**ACTION ITEM**
Could you copy every entry exactly, dropping the pictures?

------------------------------------

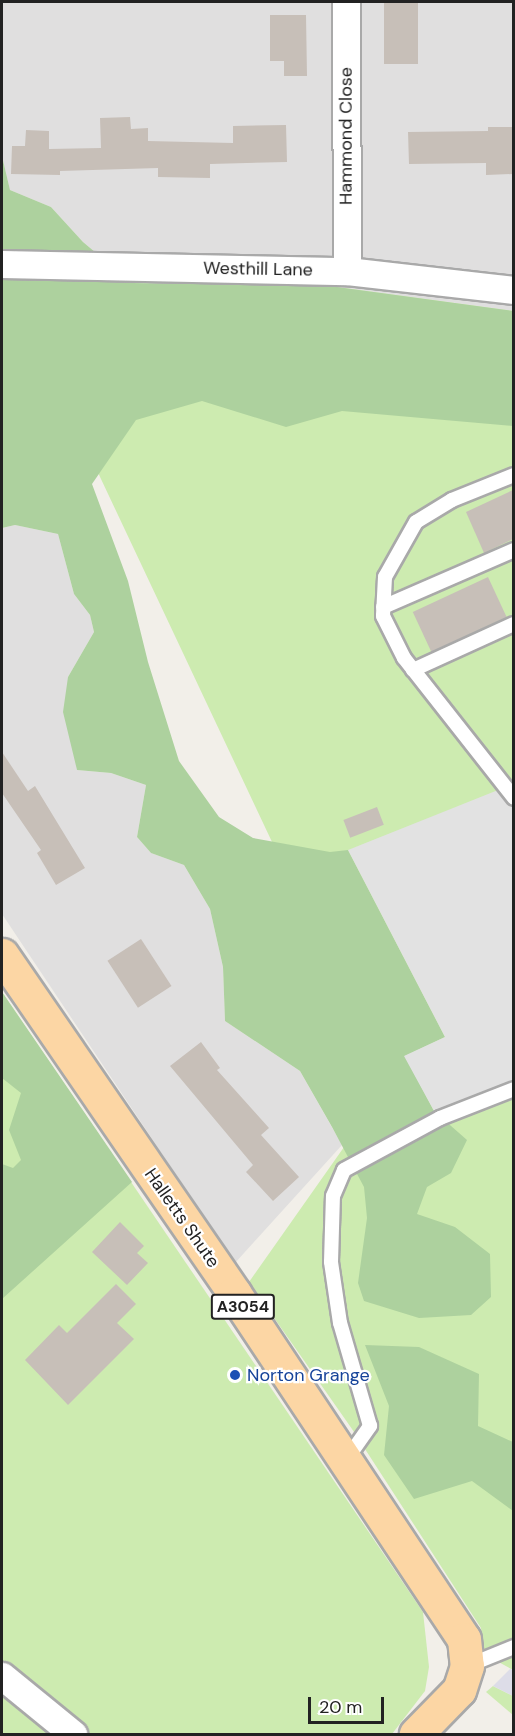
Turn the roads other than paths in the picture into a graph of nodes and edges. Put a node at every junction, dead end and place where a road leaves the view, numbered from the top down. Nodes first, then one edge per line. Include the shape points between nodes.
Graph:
1 (346, 2) edge
2 (2, 264) edge
3 (347, 271) junction
4 (513, 290) edge
5 (513, 475) edge
6 (513, 550) edge
7 (383, 607) junction
8 (513, 624) edge
9 (413, 670) junction
10 (513, 798) edge
11 (2, 955) edge
12 (513, 1089) edge
13 (345, 1461) junction
14 (513, 1647) edge
15 (467, 1666) junction
16 (2, 1676) edge
17 (74, 1734) edge
18 (416, 1734) edge

1 - 3 street, Hammond Close
2 - 3 street, Westhill Lane
3 - 4 street, Westhill Lane
5 - 7 lane via 453,500 416,522 385,577
6 - 7 lane
7 - 9 lane via 383,616
8 - 9 lane
9 - 10 lane
11 - 13 main road, Halletts Shute / A3054
12 - 13 lane via 440,1118 344,1170 333,1196 332,1262 340,1323 370,1426
13 - 15 main road, Halletts Shute / A3054 via 464,1639
14 - 15 lane
15 - 18 main road via 459,1690
16 - 17 street

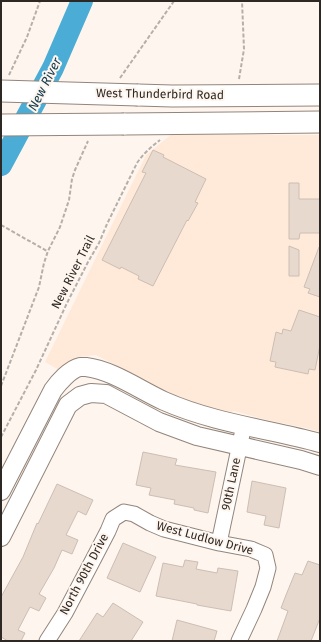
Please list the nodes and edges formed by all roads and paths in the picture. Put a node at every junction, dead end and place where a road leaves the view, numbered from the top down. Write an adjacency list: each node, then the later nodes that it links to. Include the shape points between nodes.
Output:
1 (40, 1): 4 (path)
2 (174, 1): 5 (path)
3 (242, 1): 8 (path, via 244,49)
4 (11, 72)
5 (122, 75)
6 (1, 91): 8 (main road, West Thunderbird Road, bridge)
7 (320, 95): 8 (main road, West Thunderbird Road)
8 (238, 96)
9 (320, 122): 10 (main road)
10 (173, 124): 11 (main road, bridge); 17 (path, New River Trail, via 164,138 147,151 137,163)
11 (1, 125)
12 (89, 139): 14 (path, New River Trail, via 72,179 62,221)
13 (1, 225): 14 (path)
14 (48, 251): 15 (path, New River Trail, via 39,287)
15 (1, 386)
16 (244, 425): 18 (street); 19 (street, 90th Lane); 21 (street, via 164,401 103,371 80,367 52,390)
17 (1, 437)
18 (320, 443)
19 (239, 446): 20 (street); 23 (street, via 198,436 159,422 106,394 91,393 80,396 68,405); 24 (street, 90th Lane)
20 (320, 466)
21 (1, 491)
22 (124, 512): 24 (street, West Ludlow Drive, via 134,514 164,529); 25 (street, North 90th Drive, via 112,519 94,558)
23 (1, 537)
24 (219, 543): 26 (street, West Ludlow Drive, via 251,549 265,555 268,568 263,587)
25 (47, 641)
26 (239, 641)

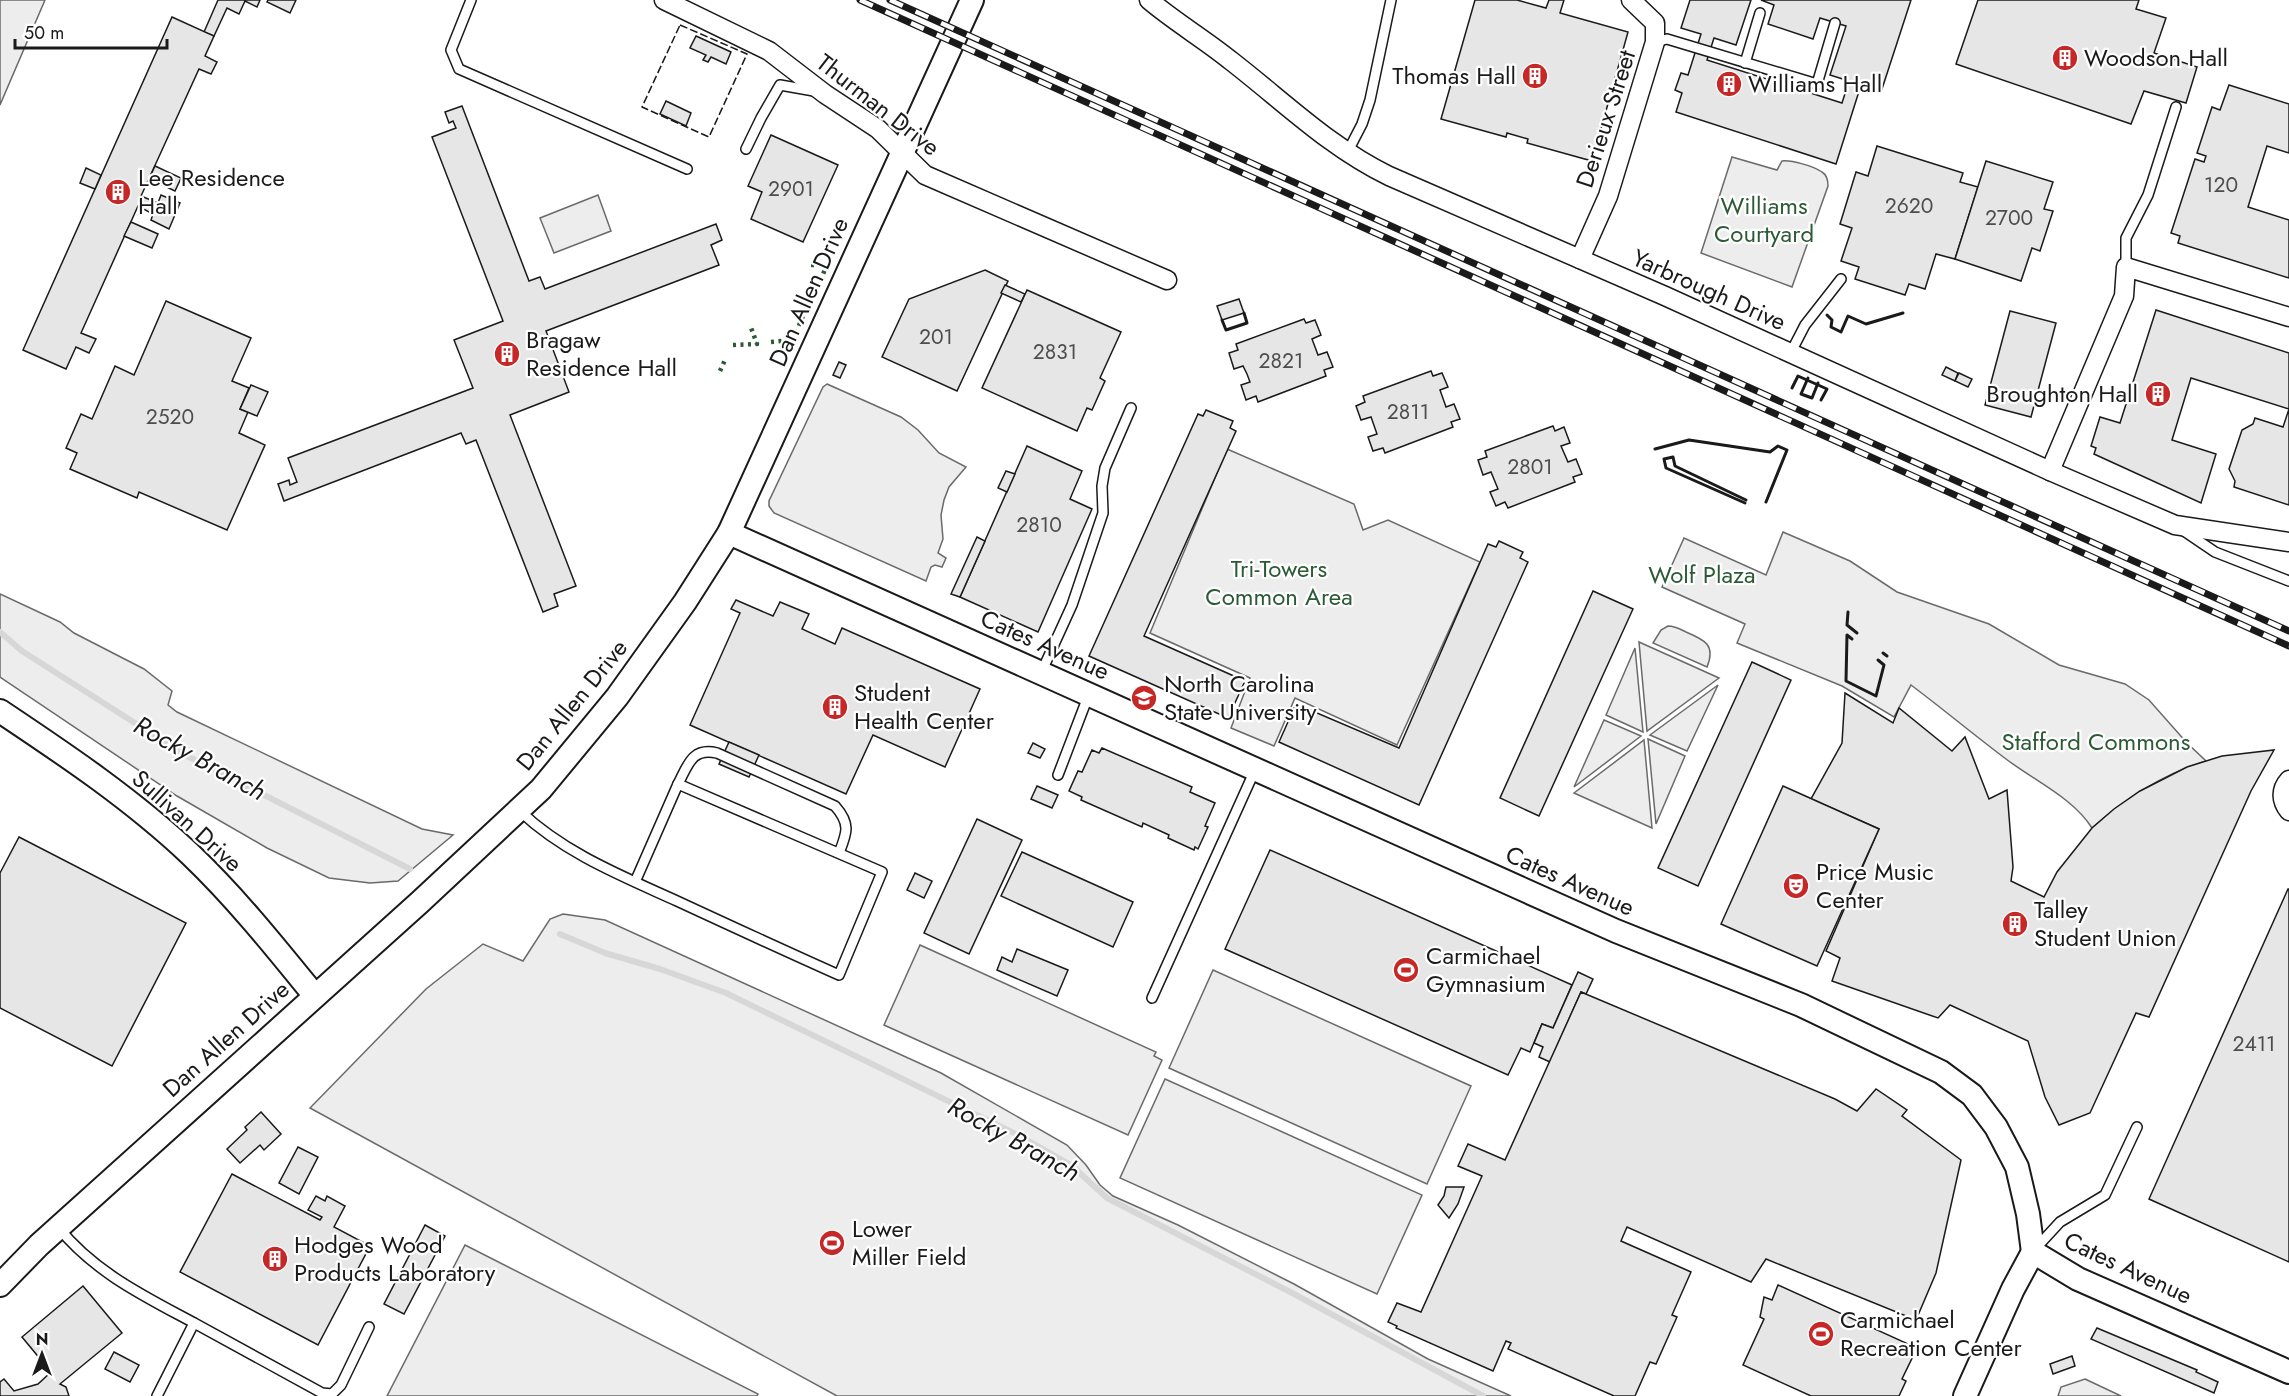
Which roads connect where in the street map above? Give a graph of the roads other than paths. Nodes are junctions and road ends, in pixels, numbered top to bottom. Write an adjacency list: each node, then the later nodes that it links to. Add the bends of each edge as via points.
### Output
1 (471, 0): 16 (lane, via 451,50 459,69)
2 (664, 0): 11 (street, Thurman Drive, via 769,51)
3 (972, 0): 14 (street, Dan Allen Drive)
4 (1150, 0): 15 (street, Yarbrough Drive)
5 (1391, 0): 15 (lane, via 1370,100)
6 (1631, 0): 9 (street, Derieux Street, via 1655,23)
7 (1761, 13): 10 (lane)
8 (1835, 23): 10 (lane, via 1817,84)
9 (1655, 42): 10 (lane, via 1667,39); 17 (street, Derieux Street, via 1608,196)
10 (1745, 63)
11 (825, 94): 13 (lane, via 780,85); 14 (street, Thurman Drive, via 878,129)
12 (2176, 107): 18 (lane, via 2148,195 2126,238)
13 (746, 149)
14 (902, 152): 20 (street, Thurman Drive, via 925,175); 26 (street, Dan Allen Drive)
15 (1347, 153): 17 (street, Yarbrough Drive, via 1389,176)
16 (687, 169)
17 (1580, 259): 22 (street, Yarbrough Drive)
18 (2126, 267): 21 (street); 24 (street, via 2124,296)
19 (1842, 279): 22 (lane, via 1805,325)
20 (1167, 280)
21 (2289, 317)
22 (1790, 354): 24 (street, Yarbrough Drive)
23 (1131, 408): 29 (lane, via 1105,468 1103,513 1072,605)
24 (2050, 471): 25 (street, Yarbrough Drive)
25 (2175, 525): 27 (street, Yarbrough Drive); 28 (lane, via 2216,552)
26 (729, 533): 29 (street, Cates Avenue); 36 (street, Dan Allen Drive, via 618,697 541,789)
27 (2289, 542)
28 (2289, 581)
29 (1041, 673): 30 (street, Cates Avenue)
30 (1089, 694): 32 (street, Cates Avenue); 33 (lane)
31 (0, 711): 40 (street, Sullivan Drive, via 176,841 229,894)
32 (1255, 769): 41 (lane); 44 (street, Cates Avenue, via 1616,931 1801,1005 1941,1072 1972,1095 2007,1147 2017,1167)
33 (1058, 775)
34 (2289, 780): 37 (street, via 2282,793)
35 (678, 784): 38 (lane); 38 (lane, via 697,754 717,753 835,806 846,823); 39 (lane)
36 (518, 809): 39 (lane, via 566,847); 40 (street, Dan Allen Drive)
37 (2289, 811)
38 (839, 853): 39 (lane, via 882,872 838,975)
39 (635, 882)
40 (315, 996): 43 (street, Dan Allen Drive)
41 (1152, 998)
42 (2137, 1127): 44 (lane, via 2105,1195 2060,1222)
43 (58, 1227): 45 (street, Dan Allen Drive); 46 (lane, via 96,1266)
44 (2033, 1252): 48 (street, Cates Avenue, via 2078,1279); 50 (street)
45 (0, 1285)
46 (194, 1323): 47 (lane, via 322,1393 332,1394 341,1385); 49 (lane)
47 (369, 1327)
48 (2289, 1372)
49 (157, 1396)
50 (1965, 1396)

------------------------------------

**REPLY TO THE TASK**
Turn the roads other than paths in the picture into a graph of nodes and edges. Put a node at every junction, dead end and place where a road leaves the view, numbered from the top down. Nodes first, then one edge per line. Include the shape points between nodes.
Graph:
1 (346, 2) edge
2 (2, 264) edge
3 (347, 271) junction
4 (513, 290) edge
5 (513, 475) edge
6 (513, 550) edge
7 (383, 607) junction
8 (513, 624) edge
9 (413, 670) junction
10 (513, 798) edge
11 (2, 955) edge
12 (513, 1089) edge
13 (345, 1461) junction
14 (513, 1647) edge
15 (467, 1666) junction
16 (2, 1676) edge
17 (74, 1734) edge
18 (416, 1734) edge

1 - 3 street, Hammond Close
2 - 3 street, Westhill Lane
3 - 4 street, Westhill Lane
5 - 7 lane via 453,500 416,522 385,577
6 - 7 lane
7 - 9 lane via 383,616
8 - 9 lane
9 - 10 lane
11 - 13 main road, Halletts Shute / A3054
12 - 13 lane via 440,1118 344,1170 333,1196 332,1262 340,1323 370,1426
13 - 15 main road, Halletts Shute / A3054 via 464,1639
14 - 15 lane
15 - 18 main road via 459,1690
16 - 17 street

Please list the nodes and edges formed by all roads and paths in the picture. Put a node at every junction, dead end and place where a road leaves the view, numbered from the top down. Write an adjacency list: each node, then the later nodes that it links to. Include the shape points between nodes.
Output:
1 (40, 1): 4 (path)
2 (174, 1): 5 (path)
3 (242, 1): 8 (path, via 244,49)
4 (11, 72)
5 (122, 75)
6 (1, 91): 8 (main road, West Thunderbird Road, bridge)
7 (320, 95): 8 (main road, West Thunderbird Road)
8 (238, 96)
9 (320, 122): 10 (main road)
10 (173, 124): 11 (main road, bridge); 17 (path, New River Trail, via 164,138 147,151 137,163)
11 (1, 125)
12 (89, 139): 14 (path, New River Trail, via 72,179 62,221)
13 (1, 225): 14 (path)
14 (48, 251): 15 (path, New River Trail, via 39,287)
15 (1, 386)
16 (244, 425): 18 (street); 19 (street, 90th Lane); 21 (street, via 164,401 103,371 80,367 52,390)
17 (1, 437)
18 (320, 443)
19 (239, 446): 20 (street); 23 (street, via 198,436 159,422 106,394 91,393 80,396 68,405); 24 (street, 90th Lane)
20 (320, 466)
21 (1, 491)
22 (124, 512): 24 (street, West Ludlow Drive, via 134,514 164,529); 25 (street, North 90th Drive, via 112,519 94,558)
23 (1, 537)
24 (219, 543): 26 (street, West Ludlow Drive, via 251,549 265,555 268,568 263,587)
25 (47, 641)
26 (239, 641)

Which roads connect where in the street map above? Give a graph of the roads other than paths. Nodes are junctions and road ends, in pixels, numbered top to bottom. Write an adjacency list: each node, then the later nodes that it links to. Add the bends of each edge as via points.
### Output
1 (471, 0): 16 (lane, via 451,50 459,69)
2 (664, 0): 11 (street, Thurman Drive, via 769,51)
3 (972, 0): 14 (street, Dan Allen Drive)
4 (1150, 0): 15 (street, Yarbrough Drive)
5 (1391, 0): 15 (lane, via 1370,100)
6 (1631, 0): 9 (street, Derieux Street, via 1655,23)
7 (1761, 13): 10 (lane)
8 (1835, 23): 10 (lane, via 1817,84)
9 (1655, 42): 10 (lane, via 1667,39); 17 (street, Derieux Street, via 1608,196)
10 (1745, 63)
11 (825, 94): 13 (lane, via 780,85); 14 (street, Thurman Drive, via 878,129)
12 (2176, 107): 18 (lane, via 2148,195 2126,238)
13 (746, 149)
14 (902, 152): 20 (street, Thurman Drive, via 925,175); 26 (street, Dan Allen Drive)
15 (1347, 153): 17 (street, Yarbrough Drive, via 1389,176)
16 (687, 169)
17 (1580, 259): 22 (street, Yarbrough Drive)
18 (2126, 267): 21 (street); 24 (street, via 2124,296)
19 (1842, 279): 22 (lane, via 1805,325)
20 (1167, 280)
21 (2289, 317)
22 (1790, 354): 24 (street, Yarbrough Drive)
23 (1131, 408): 29 (lane, via 1105,468 1103,513 1072,605)
24 (2050, 471): 25 (street, Yarbrough Drive)
25 (2175, 525): 27 (street, Yarbrough Drive); 28 (lane, via 2216,552)
26 (729, 533): 29 (street, Cates Avenue); 36 (street, Dan Allen Drive, via 618,697 541,789)
27 (2289, 542)
28 (2289, 581)
29 (1041, 673): 30 (street, Cates Avenue)
30 (1089, 694): 32 (street, Cates Avenue); 33 (lane)
31 (0, 711): 40 (street, Sullivan Drive, via 176,841 229,894)
32 (1255, 769): 41 (lane); 44 (street, Cates Avenue, via 1616,931 1801,1005 1941,1072 1972,1095 2007,1147 2017,1167)
33 (1058, 775)
34 (2289, 780): 37 (street, via 2282,793)
35 (678, 784): 38 (lane); 38 (lane, via 697,754 717,753 835,806 846,823); 39 (lane)
36 (518, 809): 39 (lane, via 566,847); 40 (street, Dan Allen Drive)
37 (2289, 811)
38 (839, 853): 39 (lane, via 882,872 838,975)
39 (635, 882)
40 (315, 996): 43 (street, Dan Allen Drive)
41 (1152, 998)
42 (2137, 1127): 44 (lane, via 2105,1195 2060,1222)
43 (58, 1227): 45 (street, Dan Allen Drive); 46 (lane, via 96,1266)
44 (2033, 1252): 48 (street, Cates Avenue, via 2078,1279); 50 (street)
45 (0, 1285)
46 (194, 1323): 47 (lane, via 322,1393 332,1394 341,1385); 49 (lane)
47 (369, 1327)
48 (2289, 1372)
49 (157, 1396)
50 (1965, 1396)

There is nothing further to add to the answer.